Description of the task
Here are some records; quote them exactly, leaving out the pictures.

Task material
Start of Block

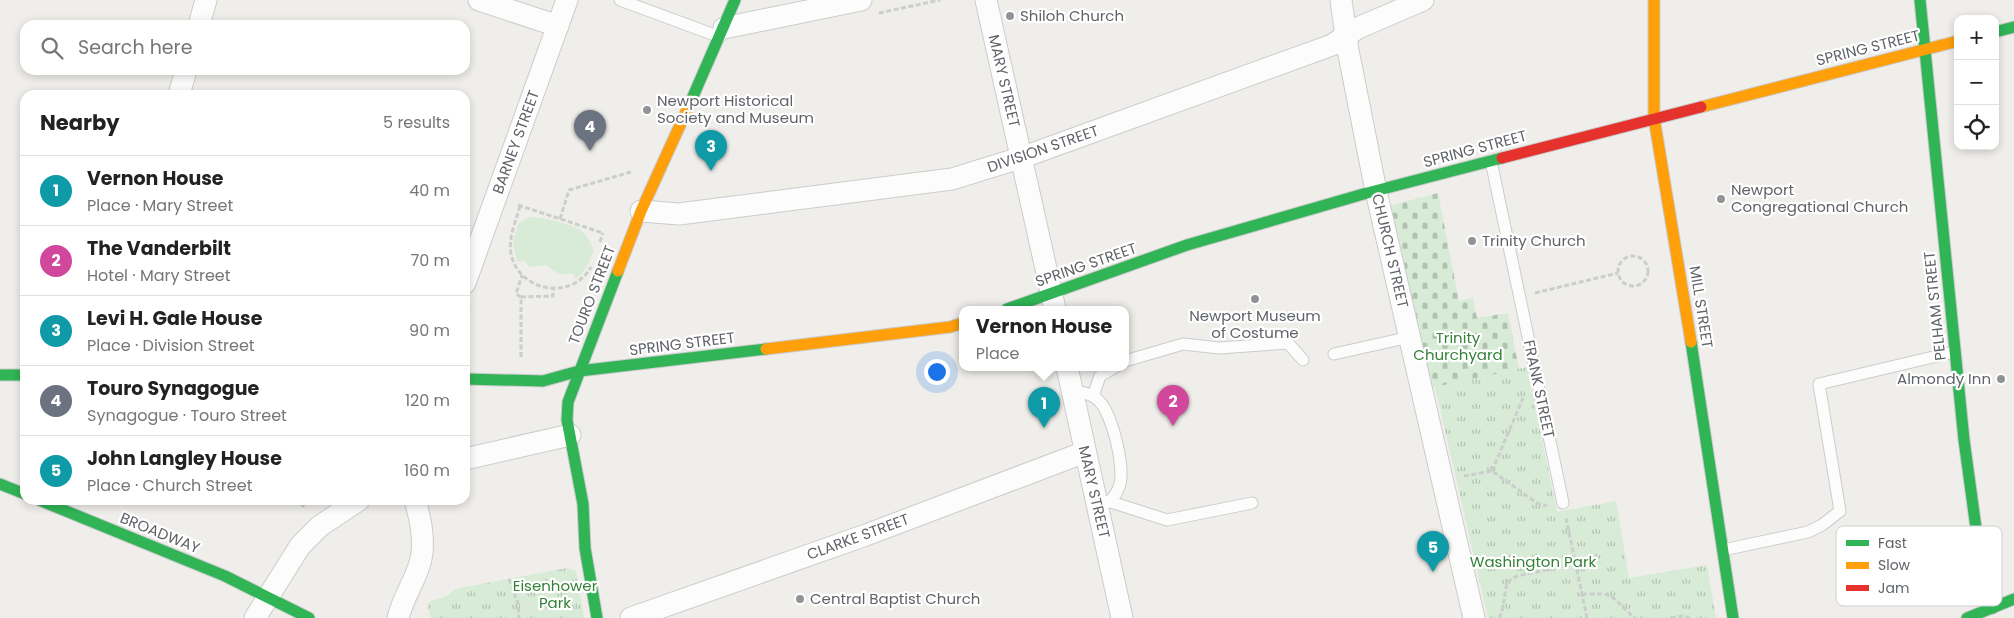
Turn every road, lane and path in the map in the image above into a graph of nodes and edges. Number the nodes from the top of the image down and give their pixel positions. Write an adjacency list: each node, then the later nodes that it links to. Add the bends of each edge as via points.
1 (206, 0): 12 (street)
2 (479, 0): 13 (street)
3 (567, 0): 13 (street, BARNEY STREET)
4 (620, 0): 16 (lane)
5 (735, 0): 16 (main road, TOURO STREET)
6 (861, 0): 16 (street)
7 (986, 0): 23 (street, MARY STREET)
8 (1341, 0): 17 (street, CHURCH STREET)
9 (1423, 0): 17 (street, DIVISION STREET, via 1358,28)
10 (1654, 0): 22 (main road, MILL STREET)
11 (1920, 0): 19 (main road, PELHAM STREET)
12 (200, 20)
13 (558, 26): 35 (street, BARNEY STREET)
14 (2014, 27): 15 (main road)
15 (1999, 31)
16 (722, 32): 29 (main road, TOURO STREET)
17 (1346, 37): 23 (street, DIVISION STREET); 26 (street, CHURCH STREET)
18 (1954, 42): 19 (main road, SPRING STREET)
19 (1924, 50): 22 (main road, SPRING STREET); 45 (main road, PELHAM STREET)
20 (185, 75): 21 (street)
21 (180, 90)
22 (1654, 118): 24 (main road, SPRING STREET); 76 (main road, MILL STREET)
23 (1021, 157): 29 (street, DIVISION STREET, via 952,179 679,214); 41 (street, MARY STREET)
24 (1491, 161): 26 (main road, SPRING STREET); 40 (lane, FRANK STREET)
25 (632, 171): 30 (path, via 569,190)
26 (1376, 191): 41 (main road, SPRING STREET, via 1186,246); 44 (street, CHURCH STREET)
27 (514, 203): 28 (path)
28 (520, 206): 30 (path); 37 (path, via 510,245 512,257)
29 (641, 211): 50 (main road, TOURO STREET)
30 (560, 219): 31 (path)
31 (603, 233): 32 (path); 33 (path)
32 (609, 235)
33 (597, 251)
34 (594, 260): 38 (path, via 580,280 569,286)
35 (470, 270)
36 (1618, 273): 36 (path, via 1620,280 1630,287 1642,284 1649,274 1646,262 1636,255 1624,257 1617,267); 40 (path)
37 (522, 275): 38 (path, via 533,284); 39 (path, via 516,294)
38 (553, 288): 39 (path, via 553,296)
39 (521, 297): 49 (path)
40 (1520, 297): 57 (lane, FRANK STREET)
41 (1053, 301): 42 (main road, SPRING STREET)
42 (1024, 306)
43 (959, 324): 50 (main road, SPRING STREET)
44 (1410, 337): 46 (lane); 63 (street, CHURCH STREET)
45 (1954, 352): 75 (main road, PELHAM STREET); 76 (lane, via 1819,384 1840,511 1822,526 1808,532)
46 (1334, 354)
47 (1129, 360): 48 (lane, via 1183,344 1219,348 1288,343)
48 (1303, 360)
49 (521, 362)
50 (580, 371): 55 (main road, SPRING STREET, via 543,381); 59 (main road, TOURO STREET, via 567,407)
51 (1068, 371): 56 (street, MARY STREET)
52 (1108, 371): 58 (lane, via 1100,376)
53 (0, 375): 54 (main road)
54 (20, 375)
55 (470, 379)
56 (1072, 391): 58 (lane); 60 (street, MARY STREET)
57 (1539, 391): 62 (path, via 1525,394); 67 (lane, FRANK STREET)
58 (1093, 396): 72 (lane, via 1105,411 1117,444 1120,465 1120,485)
59 (570, 435): 61 (street); 89 (main road, TOURO STREET, via 583,504 585,548)
60 (1085, 452): 72 (street, MARY STREET); 90 (street, CLARKE STREET, via 866,535)
61 (470, 458)
62 (1492, 471): 63 (path); 67 (path, via 1537,503 1548,506)
63 (1442, 480): 92 (street, CHURCH STREET)
64 (0, 484): 65 (main road)
65 (20, 492)
66 (1252, 503): 72 (lane, via 1168,520)
67 (1563, 503): 77 (path)
68 (64, 505): 73 (main road, BROADWAY)
69 (302, 505): 74 (path)
70 (351, 505): 80 (street, via 320,526 300,546)
71 (416, 505): 87 (street, via 422,534 422,559)
72 (1104, 505): 91 (street, MARY STREET)
73 (79, 508): 80 (main road, BROADWAY, via 245,585)
74 (312, 511)
75 (1976, 526)
76 (1723, 550): 98 (main road, MILL STREET)
77 (1575, 564): 79 (path); 93 (path, via 1512,578 1507,582)
78 (508, 579): 88 (path, via 518,602)
79 (1582, 595): 94 (path); 95 (path, via 1613,596)
80 (267, 599): 85 (street); 86 (main road, BROADWAY)
81 (2014, 600): 82 (main road)
82 (2002, 605)
83 (1998, 606): 84 (main road)
84 (1993, 608): 99 (main road)
85 (255, 618)
86 (308, 618)
87 (398, 618)
88 (519, 618)
89 (597, 618)
90 (631, 618)
91 (1122, 618)
92 (1474, 618)
93 (1499, 618)
94 (1587, 618)
95 (1635, 618)
96 (1671, 618): 97 (path)
97 (1690, 618)
98 (1733, 618)
99 (1967, 618)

End of Block

The answer
Turn every road, lane and path in the map in the image above into a graph of nodes and edges. Number the nodes from the top of the image down and give their pixel positions. Write an adjacency list: each node, then the later nodes that it links to. Add the bends of each edge as via points.
1 (206, 0): 12 (street)
2 (479, 0): 13 (street)
3 (567, 0): 13 (street, BARNEY STREET)
4 (620, 0): 16 (lane)
5 (735, 0): 16 (main road, TOURO STREET)
6 (861, 0): 16 (street)
7 (986, 0): 23 (street, MARY STREET)
8 (1341, 0): 17 (street, CHURCH STREET)
9 (1423, 0): 17 (street, DIVISION STREET, via 1358,28)
10 (1654, 0): 22 (main road, MILL STREET)
11 (1920, 0): 19 (main road, PELHAM STREET)
12 (200, 20)
13 (558, 26): 35 (street, BARNEY STREET)
14 (2014, 27): 15 (main road)
15 (1999, 31)
16 (722, 32): 29 (main road, TOURO STREET)
17 (1346, 37): 23 (street, DIVISION STREET); 26 (street, CHURCH STREET)
18 (1954, 42): 19 (main road, SPRING STREET)
19 (1924, 50): 22 (main road, SPRING STREET); 45 (main road, PELHAM STREET)
20 (185, 75): 21 (street)
21 (180, 90)
22 (1654, 118): 24 (main road, SPRING STREET); 76 (main road, MILL STREET)
23 (1021, 157): 29 (street, DIVISION STREET, via 952,179 679,214); 41 (street, MARY STREET)
24 (1491, 161): 26 (main road, SPRING STREET); 40 (lane, FRANK STREET)
25 (632, 171): 30 (path, via 569,190)
26 (1376, 191): 41 (main road, SPRING STREET, via 1186,246); 44 (street, CHURCH STREET)
27 (514, 203): 28 (path)
28 (520, 206): 30 (path); 37 (path, via 510,245 512,257)
29 (641, 211): 50 (main road, TOURO STREET)
30 (560, 219): 31 (path)
31 (603, 233): 32 (path); 33 (path)
32 (609, 235)
33 (597, 251)
34 (594, 260): 38 (path, via 580,280 569,286)
35 (470, 270)
36 (1618, 273): 36 (path, via 1620,280 1630,287 1642,284 1649,274 1646,262 1636,255 1624,257 1617,267); 40 (path)
37 (522, 275): 38 (path, via 533,284); 39 (path, via 516,294)
38 (553, 288): 39 (path, via 553,296)
39 (521, 297): 49 (path)
40 (1520, 297): 57 (lane, FRANK STREET)
41 (1053, 301): 42 (main road, SPRING STREET)
42 (1024, 306)
43 (959, 324): 50 (main road, SPRING STREET)
44 (1410, 337): 46 (lane); 63 (street, CHURCH STREET)
45 (1954, 352): 75 (main road, PELHAM STREET); 76 (lane, via 1819,384 1840,511 1822,526 1808,532)
46 (1334, 354)
47 (1129, 360): 48 (lane, via 1183,344 1219,348 1288,343)
48 (1303, 360)
49 (521, 362)
50 (580, 371): 55 (main road, SPRING STREET, via 543,381); 59 (main road, TOURO STREET, via 567,407)
51 (1068, 371): 56 (street, MARY STREET)
52 (1108, 371): 58 (lane, via 1100,376)
53 (0, 375): 54 (main road)
54 (20, 375)
55 (470, 379)
56 (1072, 391): 58 (lane); 60 (street, MARY STREET)
57 (1539, 391): 62 (path, via 1525,394); 67 (lane, FRANK STREET)
58 (1093, 396): 72 (lane, via 1105,411 1117,444 1120,465 1120,485)
59 (570, 435): 61 (street); 89 (main road, TOURO STREET, via 583,504 585,548)
60 (1085, 452): 72 (street, MARY STREET); 90 (street, CLARKE STREET, via 866,535)
61 (470, 458)
62 (1492, 471): 63 (path); 67 (path, via 1537,503 1548,506)
63 (1442, 480): 92 (street, CHURCH STREET)
64 (0, 484): 65 (main road)
65 (20, 492)
66 (1252, 503): 72 (lane, via 1168,520)
67 (1563, 503): 77 (path)
68 (64, 505): 73 (main road, BROADWAY)
69 (302, 505): 74 (path)
70 (351, 505): 80 (street, via 320,526 300,546)
71 (416, 505): 87 (street, via 422,534 422,559)
72 (1104, 505): 91 (street, MARY STREET)
73 (79, 508): 80 (main road, BROADWAY, via 245,585)
74 (312, 511)
75 (1976, 526)
76 (1723, 550): 98 (main road, MILL STREET)
77 (1575, 564): 79 (path); 93 (path, via 1512,578 1507,582)
78 (508, 579): 88 (path, via 518,602)
79 (1582, 595): 94 (path); 95 (path, via 1613,596)
80 (267, 599): 85 (street); 86 (main road, BROADWAY)
81 (2014, 600): 82 (main road)
82 (2002, 605)
83 (1998, 606): 84 (main road)
84 (1993, 608): 99 (main road)
85 (255, 618)
86 (308, 618)
87 (398, 618)
88 (519, 618)
89 (597, 618)
90 (631, 618)
91 (1122, 618)
92 (1474, 618)
93 (1499, 618)
94 (1587, 618)
95 (1635, 618)
96 (1671, 618): 97 (path)
97 (1690, 618)
98 (1733, 618)
99 (1967, 618)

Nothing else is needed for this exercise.